PROVIDED DATA: Begin

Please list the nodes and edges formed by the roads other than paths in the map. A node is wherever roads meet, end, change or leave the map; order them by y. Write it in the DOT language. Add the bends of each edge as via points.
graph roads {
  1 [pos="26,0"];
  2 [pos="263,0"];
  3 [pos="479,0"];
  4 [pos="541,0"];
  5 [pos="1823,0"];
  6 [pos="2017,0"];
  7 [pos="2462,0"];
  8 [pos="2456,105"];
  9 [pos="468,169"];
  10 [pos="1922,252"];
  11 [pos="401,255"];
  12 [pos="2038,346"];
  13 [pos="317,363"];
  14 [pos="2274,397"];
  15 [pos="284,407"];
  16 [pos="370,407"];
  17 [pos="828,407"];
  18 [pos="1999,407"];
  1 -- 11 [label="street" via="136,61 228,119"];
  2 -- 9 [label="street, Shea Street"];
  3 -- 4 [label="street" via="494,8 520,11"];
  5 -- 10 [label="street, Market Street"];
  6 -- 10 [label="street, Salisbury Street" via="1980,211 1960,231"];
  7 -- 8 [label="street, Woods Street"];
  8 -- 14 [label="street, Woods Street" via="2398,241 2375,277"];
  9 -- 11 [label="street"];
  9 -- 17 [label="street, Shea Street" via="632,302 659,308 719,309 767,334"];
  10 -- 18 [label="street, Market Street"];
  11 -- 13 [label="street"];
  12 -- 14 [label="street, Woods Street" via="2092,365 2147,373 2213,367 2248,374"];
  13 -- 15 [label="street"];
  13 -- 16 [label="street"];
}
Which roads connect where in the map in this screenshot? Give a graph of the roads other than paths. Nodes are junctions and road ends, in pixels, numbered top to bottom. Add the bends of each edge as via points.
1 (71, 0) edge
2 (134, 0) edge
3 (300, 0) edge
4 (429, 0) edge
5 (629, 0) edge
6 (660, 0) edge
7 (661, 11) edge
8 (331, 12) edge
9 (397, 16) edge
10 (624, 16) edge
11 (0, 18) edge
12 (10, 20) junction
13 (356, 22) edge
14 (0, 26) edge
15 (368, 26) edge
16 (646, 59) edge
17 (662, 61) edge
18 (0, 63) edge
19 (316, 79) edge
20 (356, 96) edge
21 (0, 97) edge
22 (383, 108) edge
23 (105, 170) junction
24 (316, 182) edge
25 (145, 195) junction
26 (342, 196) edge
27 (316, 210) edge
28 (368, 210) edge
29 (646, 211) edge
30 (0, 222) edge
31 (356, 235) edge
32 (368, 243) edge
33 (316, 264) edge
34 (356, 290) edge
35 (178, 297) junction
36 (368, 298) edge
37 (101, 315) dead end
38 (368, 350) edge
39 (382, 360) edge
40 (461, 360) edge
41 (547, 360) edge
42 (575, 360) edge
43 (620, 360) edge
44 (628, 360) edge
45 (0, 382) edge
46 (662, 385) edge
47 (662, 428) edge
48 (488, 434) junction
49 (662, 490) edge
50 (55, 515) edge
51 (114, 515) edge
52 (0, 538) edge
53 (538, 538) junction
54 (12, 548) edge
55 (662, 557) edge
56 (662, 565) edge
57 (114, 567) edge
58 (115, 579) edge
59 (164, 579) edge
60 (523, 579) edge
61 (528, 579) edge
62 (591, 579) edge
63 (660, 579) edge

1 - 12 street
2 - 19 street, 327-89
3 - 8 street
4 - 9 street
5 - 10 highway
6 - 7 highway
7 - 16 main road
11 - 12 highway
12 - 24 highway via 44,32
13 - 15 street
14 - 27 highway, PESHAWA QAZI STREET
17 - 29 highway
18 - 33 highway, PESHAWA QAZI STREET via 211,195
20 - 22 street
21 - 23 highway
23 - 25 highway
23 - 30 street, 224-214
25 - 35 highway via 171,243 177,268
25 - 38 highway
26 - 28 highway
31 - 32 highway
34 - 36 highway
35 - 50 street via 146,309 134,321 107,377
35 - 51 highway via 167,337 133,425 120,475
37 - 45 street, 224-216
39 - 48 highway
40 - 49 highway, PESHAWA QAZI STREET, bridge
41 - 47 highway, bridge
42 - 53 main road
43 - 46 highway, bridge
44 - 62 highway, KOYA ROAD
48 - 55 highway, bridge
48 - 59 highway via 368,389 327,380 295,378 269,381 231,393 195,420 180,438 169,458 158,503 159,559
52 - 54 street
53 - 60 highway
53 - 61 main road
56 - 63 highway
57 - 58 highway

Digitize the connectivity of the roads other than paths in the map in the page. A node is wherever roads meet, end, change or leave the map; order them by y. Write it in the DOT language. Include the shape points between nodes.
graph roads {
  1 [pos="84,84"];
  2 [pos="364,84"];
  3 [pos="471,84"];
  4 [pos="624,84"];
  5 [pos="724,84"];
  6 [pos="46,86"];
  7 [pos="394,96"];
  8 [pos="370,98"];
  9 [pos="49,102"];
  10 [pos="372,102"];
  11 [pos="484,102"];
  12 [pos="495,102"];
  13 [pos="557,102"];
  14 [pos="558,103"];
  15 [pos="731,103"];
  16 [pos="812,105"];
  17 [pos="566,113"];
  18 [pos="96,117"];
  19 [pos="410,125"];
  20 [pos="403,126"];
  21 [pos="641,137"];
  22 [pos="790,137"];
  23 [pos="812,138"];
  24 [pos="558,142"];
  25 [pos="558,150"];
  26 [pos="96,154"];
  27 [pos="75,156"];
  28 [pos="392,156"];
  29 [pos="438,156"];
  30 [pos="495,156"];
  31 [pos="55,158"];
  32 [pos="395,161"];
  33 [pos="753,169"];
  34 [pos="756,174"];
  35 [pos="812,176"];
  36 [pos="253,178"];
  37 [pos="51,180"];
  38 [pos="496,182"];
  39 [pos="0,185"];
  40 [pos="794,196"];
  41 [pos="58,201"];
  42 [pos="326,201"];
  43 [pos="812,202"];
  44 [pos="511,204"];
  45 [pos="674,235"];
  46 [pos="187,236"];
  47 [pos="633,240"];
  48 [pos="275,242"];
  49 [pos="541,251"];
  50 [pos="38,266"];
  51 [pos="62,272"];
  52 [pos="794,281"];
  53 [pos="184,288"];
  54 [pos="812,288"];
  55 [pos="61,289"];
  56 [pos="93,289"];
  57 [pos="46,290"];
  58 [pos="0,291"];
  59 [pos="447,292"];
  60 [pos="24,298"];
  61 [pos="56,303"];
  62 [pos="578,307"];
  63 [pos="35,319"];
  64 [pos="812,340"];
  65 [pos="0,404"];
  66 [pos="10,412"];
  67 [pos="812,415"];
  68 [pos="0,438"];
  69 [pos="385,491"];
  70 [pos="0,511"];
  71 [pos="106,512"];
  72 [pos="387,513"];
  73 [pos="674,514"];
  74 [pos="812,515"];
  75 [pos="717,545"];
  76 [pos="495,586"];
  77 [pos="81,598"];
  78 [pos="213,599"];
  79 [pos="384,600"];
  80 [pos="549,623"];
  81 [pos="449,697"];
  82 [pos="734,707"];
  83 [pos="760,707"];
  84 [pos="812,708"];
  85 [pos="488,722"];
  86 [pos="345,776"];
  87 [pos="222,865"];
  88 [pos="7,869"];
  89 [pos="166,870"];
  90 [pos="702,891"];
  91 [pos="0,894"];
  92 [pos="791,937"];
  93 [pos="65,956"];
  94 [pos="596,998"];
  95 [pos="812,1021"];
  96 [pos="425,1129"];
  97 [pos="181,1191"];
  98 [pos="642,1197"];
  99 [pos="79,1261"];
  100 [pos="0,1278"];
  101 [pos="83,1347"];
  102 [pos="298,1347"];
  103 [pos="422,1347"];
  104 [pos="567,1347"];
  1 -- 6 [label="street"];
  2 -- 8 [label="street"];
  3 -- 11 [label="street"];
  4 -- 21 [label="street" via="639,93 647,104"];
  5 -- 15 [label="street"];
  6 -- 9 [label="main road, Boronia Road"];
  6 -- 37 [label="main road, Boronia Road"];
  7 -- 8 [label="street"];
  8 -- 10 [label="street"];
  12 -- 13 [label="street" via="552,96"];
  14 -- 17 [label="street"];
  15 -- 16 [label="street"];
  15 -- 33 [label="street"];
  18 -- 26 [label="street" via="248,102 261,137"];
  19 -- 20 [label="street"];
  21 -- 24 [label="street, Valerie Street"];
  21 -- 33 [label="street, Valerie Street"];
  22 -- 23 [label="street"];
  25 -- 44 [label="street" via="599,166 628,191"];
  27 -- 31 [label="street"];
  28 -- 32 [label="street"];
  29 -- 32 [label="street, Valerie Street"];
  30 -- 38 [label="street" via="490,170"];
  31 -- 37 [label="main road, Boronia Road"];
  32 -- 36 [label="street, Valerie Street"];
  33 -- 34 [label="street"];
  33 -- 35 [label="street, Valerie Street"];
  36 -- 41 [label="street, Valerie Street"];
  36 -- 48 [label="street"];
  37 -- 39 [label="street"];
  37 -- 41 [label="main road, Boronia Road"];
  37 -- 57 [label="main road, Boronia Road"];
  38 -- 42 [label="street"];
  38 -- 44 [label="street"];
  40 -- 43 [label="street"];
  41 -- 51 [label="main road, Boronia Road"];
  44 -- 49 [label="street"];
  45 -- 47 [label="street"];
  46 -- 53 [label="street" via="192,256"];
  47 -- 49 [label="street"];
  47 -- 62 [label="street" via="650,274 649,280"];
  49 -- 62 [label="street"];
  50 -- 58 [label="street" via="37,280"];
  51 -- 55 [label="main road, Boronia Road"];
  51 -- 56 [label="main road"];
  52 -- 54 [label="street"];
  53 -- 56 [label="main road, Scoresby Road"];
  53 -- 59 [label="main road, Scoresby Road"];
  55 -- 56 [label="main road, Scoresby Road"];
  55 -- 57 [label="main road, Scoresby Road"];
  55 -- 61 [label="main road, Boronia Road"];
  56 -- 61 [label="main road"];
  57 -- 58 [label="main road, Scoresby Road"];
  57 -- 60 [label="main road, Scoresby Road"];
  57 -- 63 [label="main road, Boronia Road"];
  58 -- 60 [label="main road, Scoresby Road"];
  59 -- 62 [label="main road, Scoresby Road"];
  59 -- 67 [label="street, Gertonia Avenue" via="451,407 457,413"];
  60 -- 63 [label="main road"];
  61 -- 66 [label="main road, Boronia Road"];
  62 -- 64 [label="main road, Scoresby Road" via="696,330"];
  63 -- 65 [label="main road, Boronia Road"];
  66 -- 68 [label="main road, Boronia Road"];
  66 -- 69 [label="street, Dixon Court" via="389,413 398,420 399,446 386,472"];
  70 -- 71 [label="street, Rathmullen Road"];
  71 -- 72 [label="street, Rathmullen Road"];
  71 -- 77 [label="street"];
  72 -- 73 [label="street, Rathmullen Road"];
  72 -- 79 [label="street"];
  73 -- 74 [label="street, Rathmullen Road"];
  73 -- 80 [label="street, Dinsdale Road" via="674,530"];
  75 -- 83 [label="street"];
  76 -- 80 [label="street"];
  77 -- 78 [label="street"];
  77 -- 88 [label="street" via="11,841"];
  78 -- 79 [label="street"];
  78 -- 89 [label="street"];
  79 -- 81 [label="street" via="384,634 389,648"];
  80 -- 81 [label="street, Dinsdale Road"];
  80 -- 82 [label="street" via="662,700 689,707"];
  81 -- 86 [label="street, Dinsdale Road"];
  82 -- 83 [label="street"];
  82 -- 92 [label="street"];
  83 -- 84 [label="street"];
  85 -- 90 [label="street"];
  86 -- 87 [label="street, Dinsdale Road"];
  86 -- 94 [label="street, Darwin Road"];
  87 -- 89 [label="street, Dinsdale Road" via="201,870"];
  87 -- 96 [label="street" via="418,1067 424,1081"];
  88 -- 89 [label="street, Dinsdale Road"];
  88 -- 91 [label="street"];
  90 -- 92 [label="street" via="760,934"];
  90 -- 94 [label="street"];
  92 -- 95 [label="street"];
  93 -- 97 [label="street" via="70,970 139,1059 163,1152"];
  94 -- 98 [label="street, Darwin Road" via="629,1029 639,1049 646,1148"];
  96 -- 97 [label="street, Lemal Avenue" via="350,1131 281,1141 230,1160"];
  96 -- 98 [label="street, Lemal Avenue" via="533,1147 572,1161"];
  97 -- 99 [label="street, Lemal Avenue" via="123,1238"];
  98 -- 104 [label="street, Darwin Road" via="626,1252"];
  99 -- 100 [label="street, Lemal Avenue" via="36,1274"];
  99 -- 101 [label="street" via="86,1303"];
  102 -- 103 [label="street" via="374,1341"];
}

PROVIDED DATA: End

§ HOW TO COMPLETE THIS TASK
Return each line of the data that contains the string "Lemal".

§ RESPONSE AREA
  96 -- 97 [label="street, Lemal Avenue" via="350,1131 281,1141 230,1160"];
  96 -- 98 [label="street, Lemal Avenue" via="533,1147 572,1161"];
  97 -- 99 [label="street, Lemal Avenue" via="123,1238"];
  99 -- 100 [label="street, Lemal Avenue" via="36,1274"];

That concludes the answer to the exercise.